What type of thing? The great benefit of Yate’s article is that he talks specifics, not generalities. I could be naive, but I don’t believe breaches of banking regulations and laws of the type that went on at Anglo are typical are commonplace, I truly don’t.
In fact I would say that the type of fluffy thinking that ends in ‘all the bankers/politicians/entrepreneurs/are at it, sure jayz aren’t they all a corrupt shower, the whole bloody lot of them, sure what would ya expect, this is Ireland’ is part of the problem.
We need to extract the wrongdoers with surgical precision.
In a normal country the good ones make sure that the bad ones cop it. The sight of the bad ones occasionally copping it is what promotes confidence in, and loyalty to ‘the system’ by those lower down on the pecking order. Case in point, Bernie Madoff is already serving 150 years behind bars.
And that is exactly what does not happen, and has never happened in Ireland. Case in point, Sean Fitzpatrick has recently been given even more money by Anglo Irish Bank.
If Bernie was operating out of Ireland, they would still be trying to figure out if he’d done anything wrong. They’d be telling us about how “complicated” it all was. The gardai might have gone in for an aul rummage around his office at this stage. Maybe confiscated a few printers due to possible breaches of low toner regulations. It’s depressing.
When I went to UCD, Niamh Brennan was just an accountancy lecturer (and a good one, to be fair), I wonder when she was appointed ‘one of the country’s leading experts in corporate governance’.
I remembered the name from several interviews on places like Morning Ireland a good while back around the time Enron blew up… there was a period when she was wheeled out to drone on about gender balance in the boardroom, corporate ethics, best practice in board appointments, the importance of having an independent board, conflicts of interest… She had that patronising, superior, lecturing, monotonous tone common to all regulators, though she was always referred to as from UCD
No, no, no, the real scandal is the derivatives.
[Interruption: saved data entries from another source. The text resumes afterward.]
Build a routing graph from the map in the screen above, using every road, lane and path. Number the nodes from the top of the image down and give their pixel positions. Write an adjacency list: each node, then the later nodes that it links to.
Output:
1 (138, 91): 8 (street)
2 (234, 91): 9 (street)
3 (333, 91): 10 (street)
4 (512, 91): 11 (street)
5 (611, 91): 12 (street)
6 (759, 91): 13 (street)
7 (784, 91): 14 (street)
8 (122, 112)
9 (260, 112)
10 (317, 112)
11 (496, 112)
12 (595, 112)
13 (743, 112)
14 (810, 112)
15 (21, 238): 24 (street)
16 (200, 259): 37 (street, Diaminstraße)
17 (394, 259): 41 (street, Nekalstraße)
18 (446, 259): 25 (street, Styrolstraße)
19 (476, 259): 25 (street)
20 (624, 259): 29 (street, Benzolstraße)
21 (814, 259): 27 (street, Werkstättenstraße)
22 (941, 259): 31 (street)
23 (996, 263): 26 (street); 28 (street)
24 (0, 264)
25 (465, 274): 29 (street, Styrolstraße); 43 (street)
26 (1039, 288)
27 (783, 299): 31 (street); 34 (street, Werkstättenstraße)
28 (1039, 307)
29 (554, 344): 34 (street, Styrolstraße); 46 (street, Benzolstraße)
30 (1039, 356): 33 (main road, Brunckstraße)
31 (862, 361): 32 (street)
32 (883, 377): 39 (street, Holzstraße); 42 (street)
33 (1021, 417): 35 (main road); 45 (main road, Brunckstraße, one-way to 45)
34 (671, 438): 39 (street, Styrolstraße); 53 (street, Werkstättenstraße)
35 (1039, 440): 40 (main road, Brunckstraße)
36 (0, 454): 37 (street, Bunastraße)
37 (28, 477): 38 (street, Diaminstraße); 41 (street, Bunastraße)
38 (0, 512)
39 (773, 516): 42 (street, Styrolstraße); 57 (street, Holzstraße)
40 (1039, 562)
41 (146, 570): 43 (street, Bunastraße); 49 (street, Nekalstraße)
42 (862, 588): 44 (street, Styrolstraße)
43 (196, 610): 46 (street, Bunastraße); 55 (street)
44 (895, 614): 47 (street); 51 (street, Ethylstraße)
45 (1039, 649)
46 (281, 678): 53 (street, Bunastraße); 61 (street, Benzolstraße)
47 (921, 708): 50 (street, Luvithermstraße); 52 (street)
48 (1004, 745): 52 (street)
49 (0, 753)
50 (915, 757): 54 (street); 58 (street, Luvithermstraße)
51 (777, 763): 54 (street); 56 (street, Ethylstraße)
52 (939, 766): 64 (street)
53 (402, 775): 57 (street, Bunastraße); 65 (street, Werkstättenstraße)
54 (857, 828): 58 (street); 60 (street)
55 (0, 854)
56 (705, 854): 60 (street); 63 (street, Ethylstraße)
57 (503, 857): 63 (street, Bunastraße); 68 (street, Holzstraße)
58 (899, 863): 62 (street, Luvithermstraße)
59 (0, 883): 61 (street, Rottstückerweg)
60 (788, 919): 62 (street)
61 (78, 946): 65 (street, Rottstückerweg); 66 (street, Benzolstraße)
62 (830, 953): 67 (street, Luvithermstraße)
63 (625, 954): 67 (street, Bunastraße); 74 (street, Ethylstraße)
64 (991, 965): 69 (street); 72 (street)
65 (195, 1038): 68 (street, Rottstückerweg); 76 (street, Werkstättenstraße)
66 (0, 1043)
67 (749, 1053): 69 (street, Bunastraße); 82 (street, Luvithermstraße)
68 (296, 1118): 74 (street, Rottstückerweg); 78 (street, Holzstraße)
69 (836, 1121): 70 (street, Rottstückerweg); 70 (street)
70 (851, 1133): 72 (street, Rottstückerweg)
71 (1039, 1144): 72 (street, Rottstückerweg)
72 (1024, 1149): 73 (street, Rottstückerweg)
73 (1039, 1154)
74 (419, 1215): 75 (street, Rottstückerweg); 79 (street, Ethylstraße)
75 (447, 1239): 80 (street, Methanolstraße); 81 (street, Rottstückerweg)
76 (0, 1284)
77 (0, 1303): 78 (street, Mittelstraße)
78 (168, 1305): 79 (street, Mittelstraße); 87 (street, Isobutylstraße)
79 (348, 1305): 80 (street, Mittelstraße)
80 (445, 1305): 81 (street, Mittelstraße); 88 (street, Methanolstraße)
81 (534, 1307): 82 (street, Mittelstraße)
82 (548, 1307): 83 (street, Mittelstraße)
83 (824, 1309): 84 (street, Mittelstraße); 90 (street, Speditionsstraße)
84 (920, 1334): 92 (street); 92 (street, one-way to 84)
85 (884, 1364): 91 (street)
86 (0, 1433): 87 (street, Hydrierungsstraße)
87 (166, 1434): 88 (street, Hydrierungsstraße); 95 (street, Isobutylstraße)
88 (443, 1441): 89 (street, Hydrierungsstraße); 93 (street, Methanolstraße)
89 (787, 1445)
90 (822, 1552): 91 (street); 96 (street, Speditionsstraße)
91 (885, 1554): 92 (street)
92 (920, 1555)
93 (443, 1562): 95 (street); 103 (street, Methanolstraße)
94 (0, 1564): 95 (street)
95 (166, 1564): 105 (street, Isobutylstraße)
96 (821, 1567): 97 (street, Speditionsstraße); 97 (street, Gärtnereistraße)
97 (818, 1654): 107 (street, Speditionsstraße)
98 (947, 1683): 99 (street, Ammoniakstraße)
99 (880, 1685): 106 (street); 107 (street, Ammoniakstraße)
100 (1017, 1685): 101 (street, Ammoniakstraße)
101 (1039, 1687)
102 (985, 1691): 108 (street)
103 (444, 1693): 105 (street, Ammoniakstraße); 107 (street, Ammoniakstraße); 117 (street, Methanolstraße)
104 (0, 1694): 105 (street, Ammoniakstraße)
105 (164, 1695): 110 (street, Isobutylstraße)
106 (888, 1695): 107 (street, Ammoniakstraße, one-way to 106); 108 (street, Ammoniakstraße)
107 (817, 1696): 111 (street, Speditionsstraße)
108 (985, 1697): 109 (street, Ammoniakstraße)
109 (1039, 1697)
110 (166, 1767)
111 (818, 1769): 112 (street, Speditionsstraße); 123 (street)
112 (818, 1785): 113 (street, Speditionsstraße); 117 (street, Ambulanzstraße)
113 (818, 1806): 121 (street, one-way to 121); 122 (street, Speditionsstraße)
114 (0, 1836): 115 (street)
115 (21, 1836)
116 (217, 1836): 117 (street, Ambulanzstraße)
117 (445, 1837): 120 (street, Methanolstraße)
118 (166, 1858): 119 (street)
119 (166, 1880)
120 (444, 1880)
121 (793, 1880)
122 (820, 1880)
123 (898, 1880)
No wait, it’s the personal loans dressed up as property loans to fund developer lifestyles. No, actually, it’s the loans for speculative investments (equity stakes in properties that Anglo for funding to build - Anglo was providing 100% financing, by loaning equity investors their stake…).
edit: forgot to add - shifting their year end so they don’t have to report at all this year… so we don’t get to see how bust they are until after NAMA…
Yes, but did the DDDA have a ‘corporate responsibility’ section in their annual report? And one on how trees are their most valuable assets? (Or should that be people?). And what about all their work for charity…
edit: to be fair, though, I expect the appointment has muzzled her, as it has muzzled other critics. I doubt Alan Ahearne agrees with all that is done or said. The book in ten years time may be interesting, though…
exactly, have to admit fair play to Seanie Fitz… a Haughey like stroke… well worth the few grand (of someone else’s money) to pay off the preachers, and fill a page in the report… wonder were they carbon neutral…
married to McDowell… yes it all makes sense… thinking ahead on getting rid of the objectors to development
What we know is that 3 of the main auditing firms Ernst & Young, KPMG and PWC have presided over the worst banking collapse in the world with exception of Iceland. This was done by ignoring the obvious, taking the euro and blustering about the high standards of corporate goverance and ethics in Ireland. We have yet to have disclosed to us if any of those involved in this sorry mess have been forced to resign.
What the auditing world has failed to grasp is that the process is entirely broken and needs to fixed. This needs to be focussed around the fact that if you leave any auditor in a room with someone with enough money you could get any report including one which says the dublin glass bottle site is currently worth €500m, just look at the carroll case where two sets of accountants were prepared to say we were going to have the greatest recovery ever for a bucket full of shekels.
What they have managed to grasp is as much as possible without letting little things like ethics or responsibility get in the way, in the best tiger spirit. But then, they are accountants after all.